Scan the material below for the string "roads". Report every line that has it.

▬▬▬

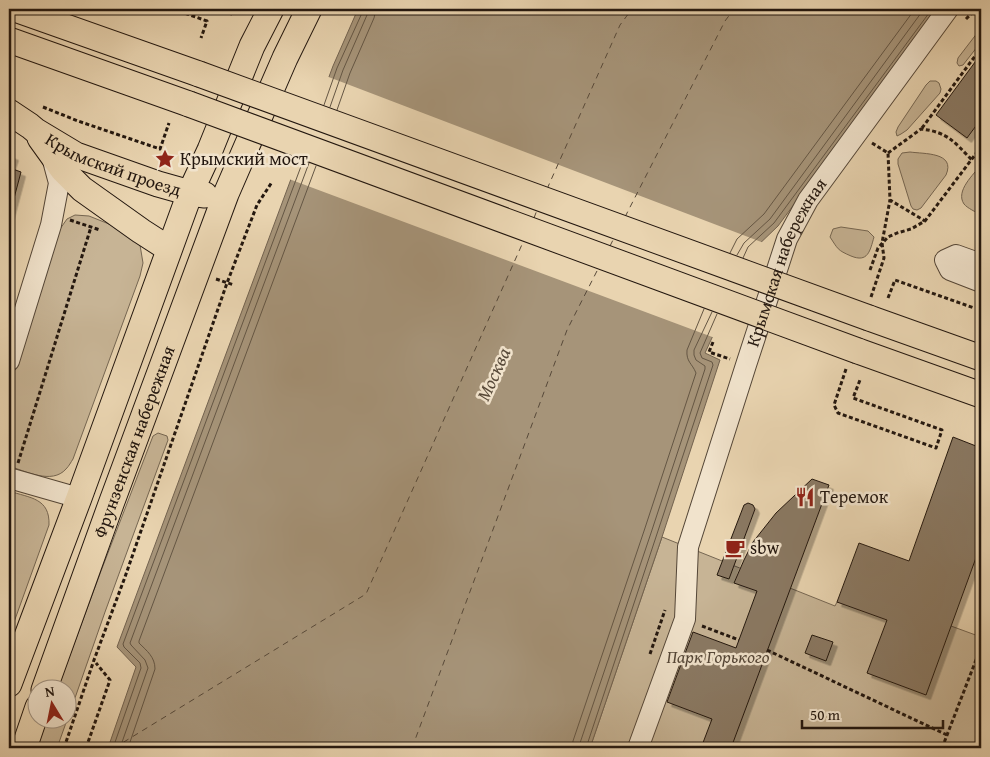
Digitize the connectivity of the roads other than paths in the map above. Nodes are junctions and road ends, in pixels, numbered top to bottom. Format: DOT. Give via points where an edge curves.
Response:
graph roads {
  1 [pos="15,9"];
  2 [pos="271,9"];
  3 [pos="309,9"];
  4 [pos="948,9"];
  5 [pos="9,40"];
  6 [pos="9,112"];
  7 [pos="36,132"];
  8 [pos="52,155"];
  9 [pos="190,193"];
  10 [pos="226,194"];
  11 [pos="170,249"];
  12 [pos="981,264"];
  13 [pos="981,282"];
  14 [pos="981,358"];
  15 [pos="9,360"];
  16 [pos="981,395"];
  17 [pos="11,479"];
  18 [pos="79,498"];
  19 [pos="48,680"];
  20 [pos="9,684"];
  21 [pos="30,730"];
  22 [pos="24,748"];
  23 [pos="638,748"];
  1 -- 14 [label="main road, bridge"];
  2 -- 9 [label="main road, Фрунзенская набережная"];
  3 -- 10 [label="main road, Фрунзенская набережная"];
  4 -- 23 [label="street, Крымская набережная" via="808,200 787,239 688,547 685,619"];
  5 -- 16 [label="main road, bridge"];
  6 -- 7 [label="main road, Крымский проезд"];
  7 -- 8 [label="main road"];
  7 -- 9 [label="main road, Крымский проезд" via="76,155"];
  8 -- 11 [label="main road" via="82,189"];
  8 -- 15 [label="street" via="59,183 51,225"];
  9 -- 10 [label="main road, Крымский проезд"];
  9 -- 11 [label="main road, Фрунзенская набережная"];
  10 -- 19 [label="main road, Фрунзенская набережная"];
  11 -- 18 [label="main road, Фрунзенская набережная"];
  12 -- 13 [label="street" via="956,255 945,260 950,270"];
  17 -- 18 [label="street"];
  18 -- 20 [label="main road, Фрунзенская набережная"];
  21 -- 22 [label="main road"];
}
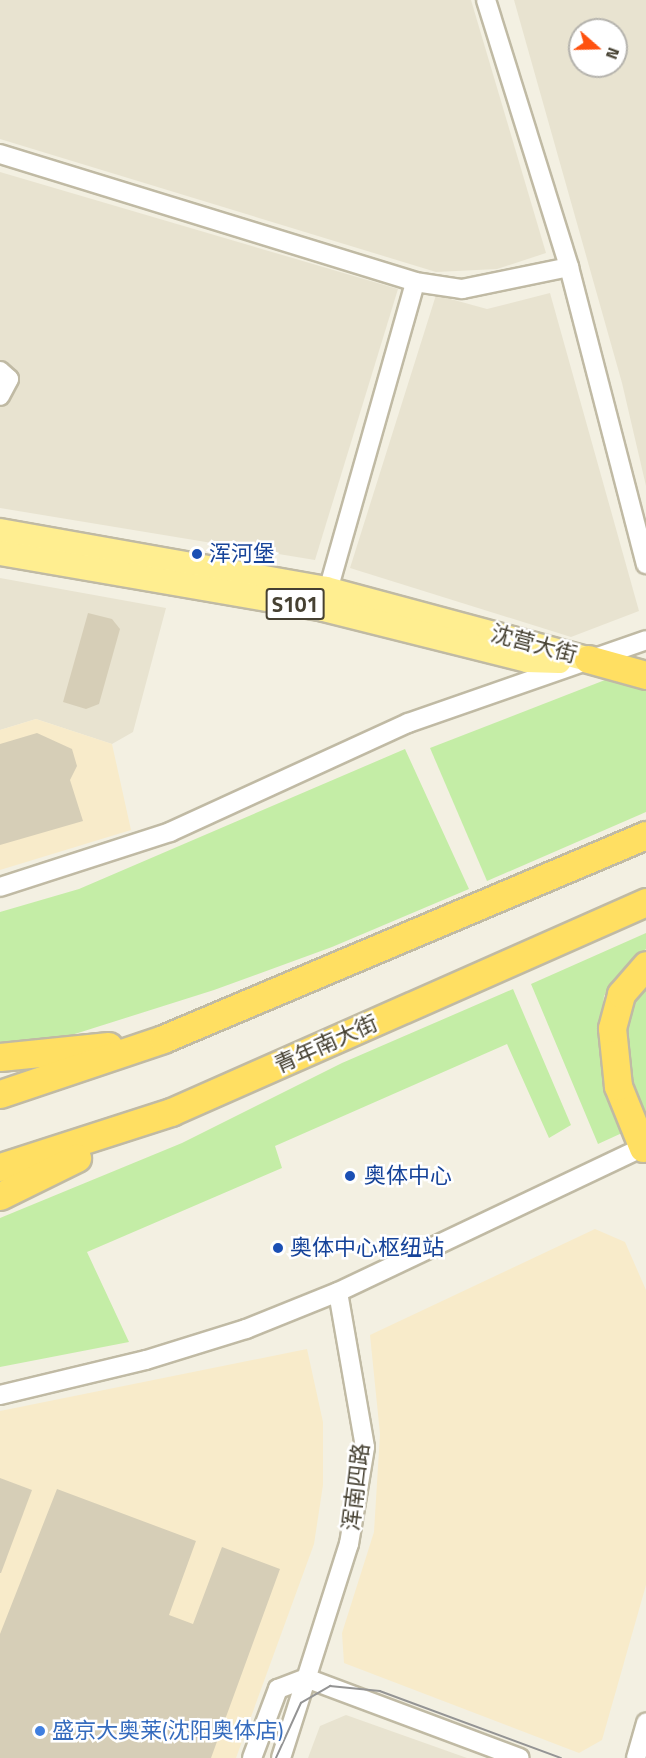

▬▬▬

OUTPUT FOR THIS TASK
Digitize the connectivity of the roads other than paths in the map above. Nodes are junctions and road ends, in pixels, numbered top to bottom. Format: DOT. Give via points where an edge curves.
graph roads {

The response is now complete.